Analyzing the scatterplot from the 1980 voting data comparing the percent democratic vote to the voter turnout you can see there is a negative correlation. The negative correlation shows as the voter turnout decreases the percent of Democratic vote increases. The Pearson's value of -.612 from SPSS tells us this is a Moderate correlation between the two values.

(Fig. 7) Scatterplot of 2016 voting data comparing the percent of democratic vote to the voter turnout.
Analyzing the scatterplot from the 2016 voting data you can see the same negative correlation as the 1980 data though not as correlated. The decrease in correlation is backed up by the Pearson's value of -.530 which is still a Moderate correlation but is less than the 1980 data.

1980 Percent Democratic Vote
(Fig. 8) Moran's I value and chart for 1980 Democratic vote.


(Fig. 9) 1980 LISA Cluster Map for 1980 Democratic vote.
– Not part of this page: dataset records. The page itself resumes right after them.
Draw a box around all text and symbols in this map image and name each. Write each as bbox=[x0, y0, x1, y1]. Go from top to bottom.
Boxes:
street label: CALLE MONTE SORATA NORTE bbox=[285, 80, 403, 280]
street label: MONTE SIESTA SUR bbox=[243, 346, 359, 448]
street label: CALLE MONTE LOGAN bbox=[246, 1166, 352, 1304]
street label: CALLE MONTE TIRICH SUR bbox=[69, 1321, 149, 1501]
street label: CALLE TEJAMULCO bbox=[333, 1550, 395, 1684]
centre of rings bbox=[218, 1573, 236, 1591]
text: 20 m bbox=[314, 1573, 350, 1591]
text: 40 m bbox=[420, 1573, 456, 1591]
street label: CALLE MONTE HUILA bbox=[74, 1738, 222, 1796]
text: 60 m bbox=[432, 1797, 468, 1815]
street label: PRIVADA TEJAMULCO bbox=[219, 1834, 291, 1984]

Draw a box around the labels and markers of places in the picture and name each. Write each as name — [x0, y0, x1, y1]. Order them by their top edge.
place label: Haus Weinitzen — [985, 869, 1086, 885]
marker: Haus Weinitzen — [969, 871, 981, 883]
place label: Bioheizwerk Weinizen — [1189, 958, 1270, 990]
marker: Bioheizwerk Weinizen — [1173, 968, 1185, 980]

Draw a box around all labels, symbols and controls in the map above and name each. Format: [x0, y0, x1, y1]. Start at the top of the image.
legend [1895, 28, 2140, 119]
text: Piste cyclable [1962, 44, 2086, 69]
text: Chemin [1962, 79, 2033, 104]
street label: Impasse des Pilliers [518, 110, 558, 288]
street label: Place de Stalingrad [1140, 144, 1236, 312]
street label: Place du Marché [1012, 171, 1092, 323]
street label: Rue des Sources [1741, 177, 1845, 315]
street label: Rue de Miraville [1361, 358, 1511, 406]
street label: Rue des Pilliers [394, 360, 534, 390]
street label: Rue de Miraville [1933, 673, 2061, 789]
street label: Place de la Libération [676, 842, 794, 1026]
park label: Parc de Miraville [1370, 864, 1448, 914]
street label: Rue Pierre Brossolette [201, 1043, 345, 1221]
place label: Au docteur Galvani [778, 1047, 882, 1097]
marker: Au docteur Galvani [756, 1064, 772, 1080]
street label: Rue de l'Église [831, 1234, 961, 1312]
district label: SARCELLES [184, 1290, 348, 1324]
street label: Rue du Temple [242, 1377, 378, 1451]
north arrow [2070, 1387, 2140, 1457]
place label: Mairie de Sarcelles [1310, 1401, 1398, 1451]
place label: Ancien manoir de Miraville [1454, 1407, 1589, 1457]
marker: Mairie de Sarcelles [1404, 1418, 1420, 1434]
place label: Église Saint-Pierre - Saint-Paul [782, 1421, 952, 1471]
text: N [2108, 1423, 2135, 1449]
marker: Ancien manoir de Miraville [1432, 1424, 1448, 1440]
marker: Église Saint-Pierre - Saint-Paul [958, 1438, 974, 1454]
Investigating the Spatial Autocorrelation of the 1980 Democratic vote we obtained a Moran's I of .575 (Fig.8). The numeric value tells us there is a slight Spatial Autocorrelation between the counties and the Democratic vote. However, the value is still about half way to one so the correlation is not very high. The map displays clustering of high Democratic voting in the Southern Tip (Fig. 9), and a few counties in far Eastern Texas. A large amount of clustering for counties which had low Democratic vote reside in the Northern portion of the state extending down slightly to the central portion.

2016 Percent Democratic Vote
(Fig. 10) Moran's I value and chart for 2016 Democratic vote.


(Fig. 11) LISA Cluster Map for 2016 Democratic vote.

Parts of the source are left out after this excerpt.